The Plotters: A Novel

Image of The Plotters: A Novel
Author(s): 
Release Date: 
January 29, 2019
Publisher/Imprint: 
Doubleday
Pages: 
304
Reviewed by: 

“Un-su Kim takes us on a ride, but a ride with both action and contemplation. Highly recommended.”

Reseng is, on the one hand, a mystery. Found in a garbage can as a baby, outside a nunnery. Raised by a man known only as Old Raccoon. Without family or blood ties.

On the other hand, he is simple. An assassin. He has one job. He does it.

But nothing is simple to Reseng. The Plotters is a study of his life, his thoughts, his purpose. Why is he a part of this dark world? Why can he not choose to live the life most people have? He sees it, in a way, as destiny.

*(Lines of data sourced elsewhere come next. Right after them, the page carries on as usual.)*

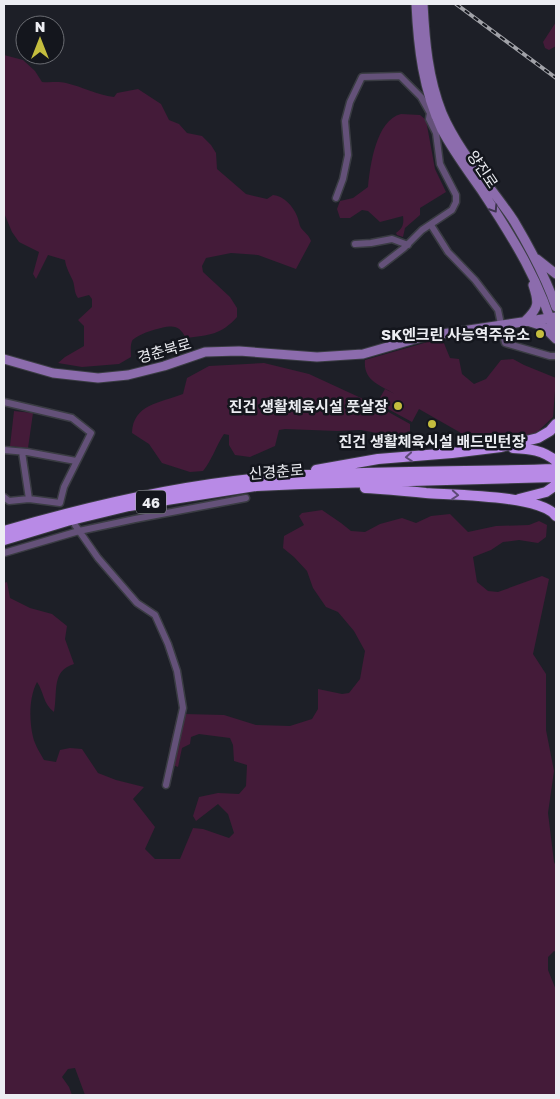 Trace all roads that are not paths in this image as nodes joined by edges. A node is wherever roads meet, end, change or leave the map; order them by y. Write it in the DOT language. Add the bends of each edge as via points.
graph roads {
  1 [pos="416,4"];
  2 [pos="423,4"];
  3 [pos="430,94"];
  4 [pos="420,96"];
  5 [pos="336,198"];
  6 [pos="431,225"];
  7 [pos="355,244"];
  8 [pos="408,245"];
  9 [pos="532,254"];
  10 [pos="382,265"];
  11 [pos="529,268"];
  12 [pos="556,274"];
  13 [pos="556,288"];
  14 [pos="556,306"];
  15 [pos="554,317"];
  16 [pos="525,321"];
  17 [pos="500,325"];
  18 [pos="556,339"];
  19 [pos="556,356"];
  20 [pos="4,360"];
  21 [pos="4,402"];
  22 [pos="556,424"];
  23 [pos="482,449"];
  24 [pos="4,450"];
  25 [pos="22,452"];
  26 [pos="76,461"];
  27 [pos="555,473"];
  28 [pos="286,476"];
  29 [pos="302,484"];
  30 [pos="4,497"];
  31 [pos="246,498"];
  32 [pos="29,499"];
  33 [pos="513,500"];
  34 [pos="556,516"];
  35 [pos="77,528"];
  36 [pos="4,531"];
  37 [pos="4,540"];
  38 [pos="4,553"];
  39 [pos="166,785"];
  1 -- 3 [label="main road, 양진로" via="420,52"];
  2 -- 9 [label="main road, 양진로" via="430,76 442,112 459,145 513,221"];
  3 -- 4 [label="street"];
  3 -- 11 [label="main road, 양진로, one-way" via="447,137"];
  4 -- 5 [label="street" via="400,76 362,77 345,121 348,155"];
  4 -- 6 [label="street" via="436,133 440,164 456,195 452,210"];
  6 -- 8 [label="street"];
  6 -- 17 [label="street" via="448,252 498,310"];
  7 -- 8 [label="street" via="392,239"];
  8 -- 10 [label="street"];
  9 -- 12 [label="main road"];
  9 -- 14 [label="main road, 양진로"];
  11 -- 15 [label="main road, 양진로"];
  11 -- 16 [label="main road" via="537,306"];
  13 -- 14 [label="main road"];
  15 -- 16 [label="main road, 경춘북로"];
  15 -- 18 [label="main road, 양진로"];
  16 -- 17 [label="main road, 경춘북로"];
  16 -- 18 [label="main road" via="543,326"];
  17 -- 19 [label="street" via="505,343"];
  17 -- 20 [label="main road, 경춘북로" via="422,337 363,354 317,356 205,352 128,375 98,378 53,373"];
  21 -- 26 [label="street" via="72,418 91,433"];
  22 -- 23 [label="highway" via="538,438"];
  23 -- 27 [label="highway" via="538,450 548,454"];
  23 -- 28 [label="highway, one-way" via="378,459"];
  24 -- 25 [label="street"];
  25 -- 26 [label="street"];
  25 -- 32 [label="street"];
  26 -- 32 [label="street" via="64,487 61,505"];
  27 -- 28 [label="highway, 신경춘로 / 46"];
  27 -- 29 [label="highway, 신경춘로 / 46"];
  27 -- 33 [label="highway" via="546,492"];
  28 -- 36 [label="highway, 신경춘로 / 46" via="163,492"];
  29 -- 33 [label="highway, one-way"];
  29 -- 37 [label="highway, 신경춘로 / 46" via="248,488 129,506"];
  30 -- 32 [label="street" via="9,501"];
  31 -- 35 [label="street"];
  33 -- 34 [label="highway" via="544,508"];
  35 -- 38 [label="street"];
  35 -- 39 [label="street" via="137,603 155,615 168,644 177,671 183,708"];
}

“In the end, none of us can leave the place we know best, not matter how dirty and disgusting it is. Having no money and no other means of survival is part of the reason, but it’s never the whole reason. We go back to our own filthy origins because it’s a filth we know. Putting up with that filth is easier than facing the fear of being tossed into the wider world, and the loneliness that is as deep and wide as that fear.”

Told in stories about his present jobs, his past regrets, and the future of the assassination business, The Plotters follows Reseng as he considers his life and its meaning. Is there more? Is there a way out? Or is it as cut and dried as the way everyone he knows ends up cremated in his associate Bear’s furnace?

“Every time he dropped off a body for cremation, Reseng got the ridiculous notion that the souls of those once-hectic lives were exiting through the chimney. A great many assassins had been cremated there. It was the final resting place for discarded hit men. Hit men who’d messed up, hit men tracked down by cops, hit men who ended up on the death list for reasons no one knew, and assassins who’d grown too old—they were all cremated in that furnace.”

The world of assassins is unsettled. Old Raccoon isn’t the only one running the show. Reseng finds himself in the middle of a stealth war. Is there a way to get out of it alive, or will he soon find himself in Bear’s furnace?

Translated by Sora Kim-Russell, The Plotters is written beautifully, thoughtfully, wandering through Reseng’s thoughts as a visitor observes a new landscape. The story is dark but inviting and feels like new territory, even in the genre of hit men. Un-su Kim takes us on a ride, but a ride with both action and contemplation. Highly recommended.